◆ WHAT YOU WILL DO
Leaving the pictures aside, restate all of the data exactly.

◆ Dataset entries
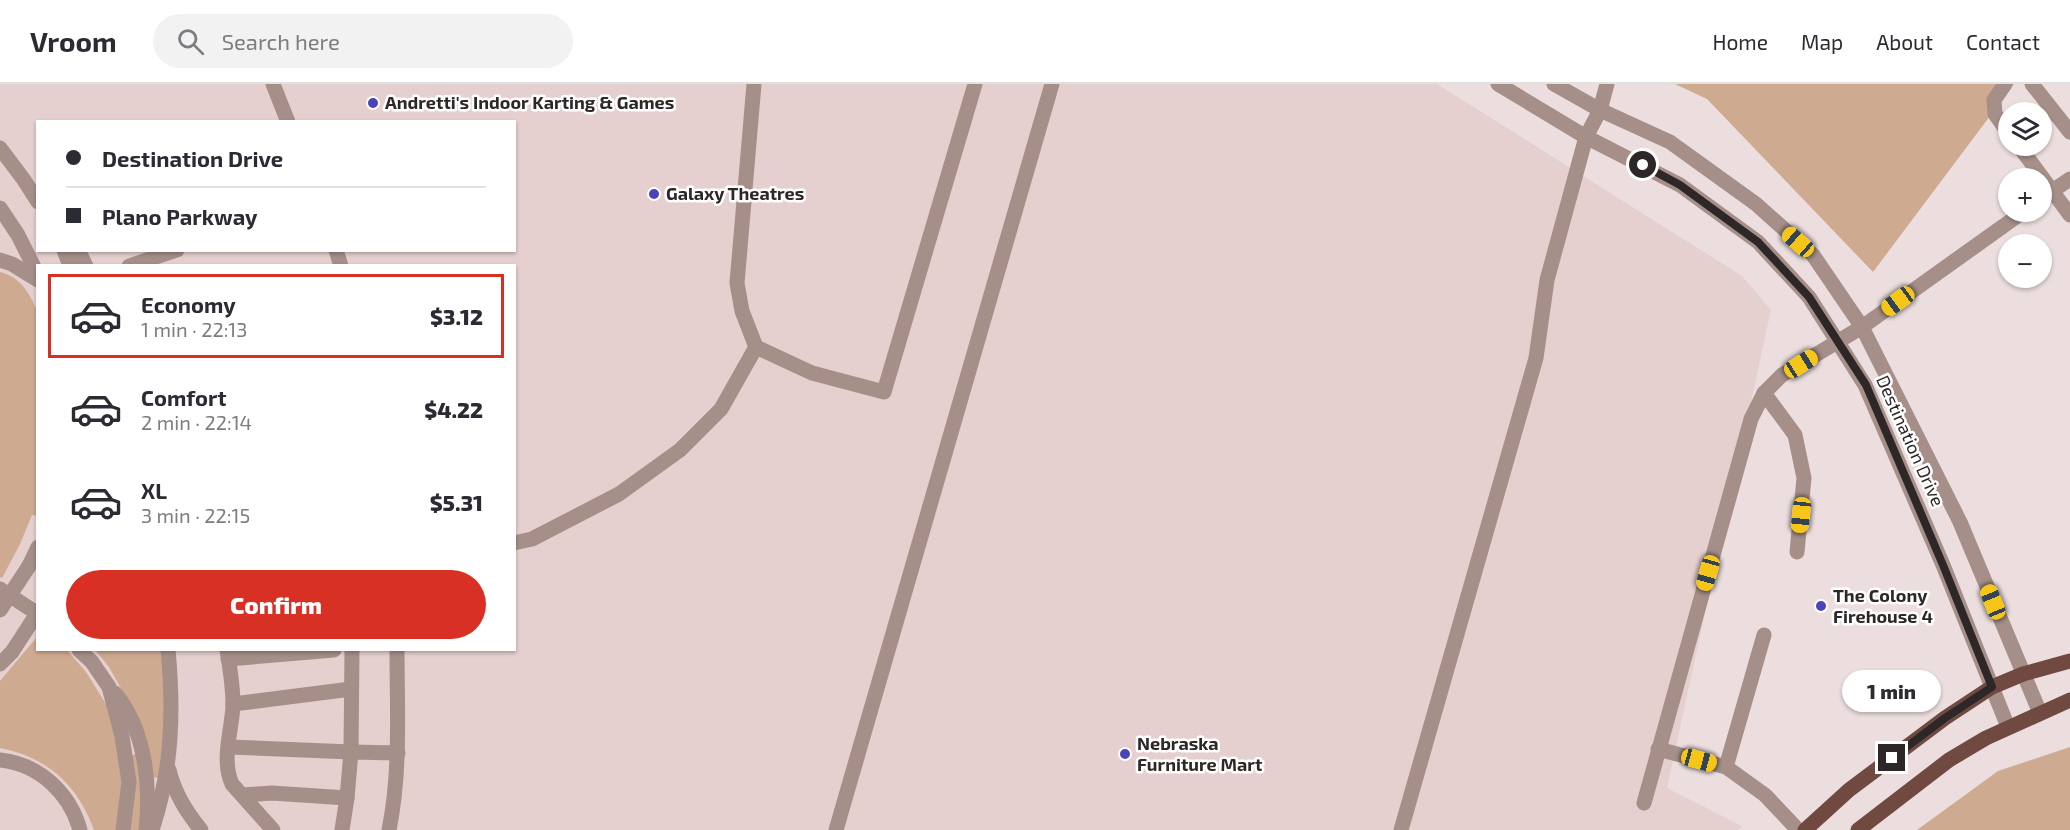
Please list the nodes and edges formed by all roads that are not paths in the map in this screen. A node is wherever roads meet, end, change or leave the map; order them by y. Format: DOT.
graph roads {
  1 [pos="273,84"];
  2 [pos="754,84"];
  3 [pos="975,84"];
  4 [pos="1052,84"];
  5 [pos="1498,84"];
  6 [pos="1554,84"];
  7 [pos="1607,84"];
  8 [pos="2005,84"];
  9 [pos="2032,84"];
  10 [pos="1600,110"];
  11 [pos="1998,118"];
  12 [pos="287,120"];
  13 [pos="2070,132"];
  14 [pos="1586,137"];
  15 [pos="3,151"];
  16 [pos="2070,179"];
  17 [pos="36,180"];
  18 [pos="2052,191"];
  19 [pos="36,199"];
  20 [pos="2052,199"];
  21 [pos="0,208"];
  22 [pos="2070,215"];
  23 [pos="2009,222"];
  24 [pos="171,252"];
  25 [pos="0,260"];
  26 [pos="135,264"];
  27 [pos="36,271"];
  28 [pos="36,279"];
  29 [pos="1862,327"];
  30 [pos="1837,342"];
  31 [pos="756,347"];
  32 [pos="1764,393"];
  33 [pos="516,543"];
  34 [pos="36,551"];
  35 [pos="1797,552"];
  36 [pos="0,589"];
  37 [pos="0,610"];
  38 [pos="36,612"];
  39 [pos="36,616"];
  40 [pos="1764,635"];
  41 [pos="80,651"];
  42 [pos="168,651"];
  43 [pos="308,651"];
  44 [pos="352,651"];
  45 [pos="397,651"];
  46 [pos="228,654"];
  47 [pos="2070,661"];
  48 [pos="0,664"];
  49 [pos="2024,674"];
  50 [pos="109,687"];
  51 [pos="1992,687"];
  52 [pos="351,689"];
  53 [pos="2070,700"];
  54 [pos="233,704"];
  55 [pos="2040,713"];
  56 [pos="2008,728"];
  57 [pos="229,747"];
  58 [pos="1658,749"];
  59 [pos="351,752"];
  60 [pos="398,753"];
  61 [pos="0,760"];
  62 [pos="168,766"];
  63 [pos="1726,767"];
  64 [pos="243,795"];
  65 [pos="347,798"];
  66 [pos="1644,803"];
  67 [pos="80,830"];
  68 [pos="123,830"];
  69 [pos="146,830"];
  70 [pos="152,830"];
  71 [pos="201,830"];
  72 [pos="273,830"];
  73 [pos="342,830"];
  74 [pos="389,830"];
  75 [pos="836,830"];
  76 [pos="1401,830"];
  77 [pos="1798,830"];
  78 [pos="1805,830"];
  79 [pos="1858,830"];
  1 -- 12 [label="street"];
  2 -- 31 [label="street"];
  3 -- 31 [label="street"];
  4 -- 75 [label="street"];
  5 -- 14 [label="street, Destination Drive"];
  6 -- 10 [label="street, Destination Drive"];
  7 -- 10 [label="street"];
  8 -- 11 [label="street"];
  9 -- 13 [label="street"];
  10 -- 14 [label="street"];
  10 -- 29 [label="street, Destination Drive"];
  14 -- 30 [label="street, Destination Drive"];
  14 -- 76 [label="street"];
  15 -- 17 [label="street"];
  15 -- 19 [label="street"];
  16 -- 18 [label="street"];
  20 -- 22 [label="street"];
  21 -- 27 [label="street"];
  23 -- 29 [label="street"];
  24 -- 26 [label="street"];
  25 -- 28 [label="street"];
  29 -- 30 [label="street"];
  29 -- 49 [label="street, Destination Drive"];
  30 -- 32 [label="street"];
  30 -- 51 [label="street, Destination Drive"];
  31 -- 33 [label="street"];
  32 -- 35 [label="street"];
  32 -- 58 [label="street"];
  34 -- 37 [label="street, bridge"];
  36 -- 38 [label="street"];
  39 -- 48 [label="street, bridge"];
  40 -- 63 [label="street"];
  41 -- 50 [label="street"];
  42 -- 62 [label="street"];
  43 -- 46 [label="street"];
  44 -- 52 [label="street"];
  45 -- 60 [label="street"];
  46 -- 54 [label="street"];
  47 -- 49 [label="main road"];
  49 -- 51 [label="main road"];
  49 -- 55 [label="street, Destination Drive"];
  50 -- 68 [label="street"];
  50 -- 69 [label="street"];
  51 -- 56 [label="street, Destination Drive"];
  51 -- 78 [label="main road"];
  52 -- 54 [label="street"];
  52 -- 59 [label="street"];
  53 -- 55 [label="main road"];
  54 -- 57 [label="street"];
  55 -- 56 [label="main road"];
  56 -- 79 [label="main road"];
  57 -- 59 [label="street"];
  57 -- 64 [label="street"];
  58 -- 63 [label="street"];
  58 -- 66 [label="street"];
  59 -- 60 [label="street"];
  59 -- 65 [label="street"];
  60 -- 74 [label="street"];
  61 -- 67 [label="street"];
  62 -- 70 [label="street"];
  62 -- 71 [label="street"];
  63 -- 77 [label="street"];
  64 -- 65 [label="street"];
  64 -- 72 [label="street"];
  65 -- 73 [label="street"];
}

◆ EXERCISE RESPONSE
Please list the nodes and edges formed by all roads that are not paths in the map in this screen. A node is wherever roads meet, end, change or leave the map; order them by y. Format: DOT.
graph roads {
  1 [pos="273,84"];
  2 [pos="754,84"];
  3 [pos="975,84"];
  4 [pos="1052,84"];
  5 [pos="1498,84"];
  6 [pos="1554,84"];
  7 [pos="1607,84"];
  8 [pos="2005,84"];
  9 [pos="2032,84"];
  10 [pos="1600,110"];
  11 [pos="1998,118"];
  12 [pos="287,120"];
  13 [pos="2070,132"];
  14 [pos="1586,137"];
  15 [pos="3,151"];
  16 [pos="2070,179"];
  17 [pos="36,180"];
  18 [pos="2052,191"];
  19 [pos="36,199"];
  20 [pos="2052,199"];
  21 [pos="0,208"];
  22 [pos="2070,215"];
  23 [pos="2009,222"];
  24 [pos="171,252"];
  25 [pos="0,260"];
  26 [pos="135,264"];
  27 [pos="36,271"];
  28 [pos="36,279"];
  29 [pos="1862,327"];
  30 [pos="1837,342"];
  31 [pos="756,347"];
  32 [pos="1764,393"];
  33 [pos="516,543"];
  34 [pos="36,551"];
  35 [pos="1797,552"];
  36 [pos="0,589"];
  37 [pos="0,610"];
  38 [pos="36,612"];
  39 [pos="36,616"];
  40 [pos="1764,635"];
  41 [pos="80,651"];
  42 [pos="168,651"];
  43 [pos="308,651"];
  44 [pos="352,651"];
  45 [pos="397,651"];
  46 [pos="228,654"];
  47 [pos="2070,661"];
  48 [pos="0,664"];
  49 [pos="2024,674"];
  50 [pos="109,687"];
  51 [pos="1992,687"];
  52 [pos="351,689"];
  53 [pos="2070,700"];
  54 [pos="233,704"];
  55 [pos="2040,713"];
  56 [pos="2008,728"];
  57 [pos="229,747"];
  58 [pos="1658,749"];
  59 [pos="351,752"];
  60 [pos="398,753"];
  61 [pos="0,760"];
  62 [pos="168,766"];
  63 [pos="1726,767"];
  64 [pos="243,795"];
  65 [pos="347,798"];
  66 [pos="1644,803"];
  67 [pos="80,830"];
  68 [pos="123,830"];
  69 [pos="146,830"];
  70 [pos="152,830"];
  71 [pos="201,830"];
  72 [pos="273,830"];
  73 [pos="342,830"];
  74 [pos="389,830"];
  75 [pos="836,830"];
  76 [pos="1401,830"];
  77 [pos="1798,830"];
  78 [pos="1805,830"];
  79 [pos="1858,830"];
  1 -- 12 [label="street"];
  2 -- 31 [label="street"];
  3 -- 31 [label="street"];
  4 -- 75 [label="street"];
  5 -- 14 [label="street, Destination Drive"];
  6 -- 10 [label="street, Destination Drive"];
  7 -- 10 [label="street"];
  8 -- 11 [label="street"];
  9 -- 13 [label="street"];
  10 -- 14 [label="street"];
  10 -- 29 [label="street, Destination Drive"];
  14 -- 30 [label="street, Destination Drive"];
  14 -- 76 [label="street"];
  15 -- 17 [label="street"];
  15 -- 19 [label="street"];
  16 -- 18 [label="street"];
  20 -- 22 [label="street"];
  21 -- 27 [label="street"];
  23 -- 29 [label="street"];
  24 -- 26 [label="street"];
  25 -- 28 [label="street"];
  29 -- 30 [label="street"];
  29 -- 49 [label="street, Destination Drive"];
  30 -- 32 [label="street"];
  30 -- 51 [label="street, Destination Drive"];
  31 -- 33 [label="street"];
  32 -- 35 [label="street"];
  32 -- 58 [label="street"];
  34 -- 37 [label="street, bridge"];
  36 -- 38 [label="street"];
  39 -- 48 [label="street, bridge"];
  40 -- 63 [label="street"];
  41 -- 50 [label="street"];
  42 -- 62 [label="street"];
  43 -- 46 [label="street"];
  44 -- 52 [label="street"];
  45 -- 60 [label="street"];
  46 -- 54 [label="street"];
  47 -- 49 [label="main road"];
  49 -- 51 [label="main road"];
  49 -- 55 [label="street, Destination Drive"];
  50 -- 68 [label="street"];
  50 -- 69 [label="street"];
  51 -- 56 [label="street, Destination Drive"];
  51 -- 78 [label="main road"];
  52 -- 54 [label="street"];
  52 -- 59 [label="street"];
  53 -- 55 [label="main road"];
  54 -- 57 [label="street"];
  55 -- 56 [label="main road"];
  56 -- 79 [label="main road"];
  57 -- 59 [label="street"];
  57 -- 64 [label="street"];
  58 -- 63 [label="street"];
  58 -- 66 [label="street"];
  59 -- 60 [label="street"];
  59 -- 65 [label="street"];
  60 -- 74 [label="street"];
  61 -- 67 [label="street"];
  62 -- 70 [label="street"];
  62 -- 71 [label="street"];
  63 -- 77 [label="street"];
  64 -- 65 [label="street"];
  64 -- 72 [label="street"];
  65 -- 73 [label="street"];
}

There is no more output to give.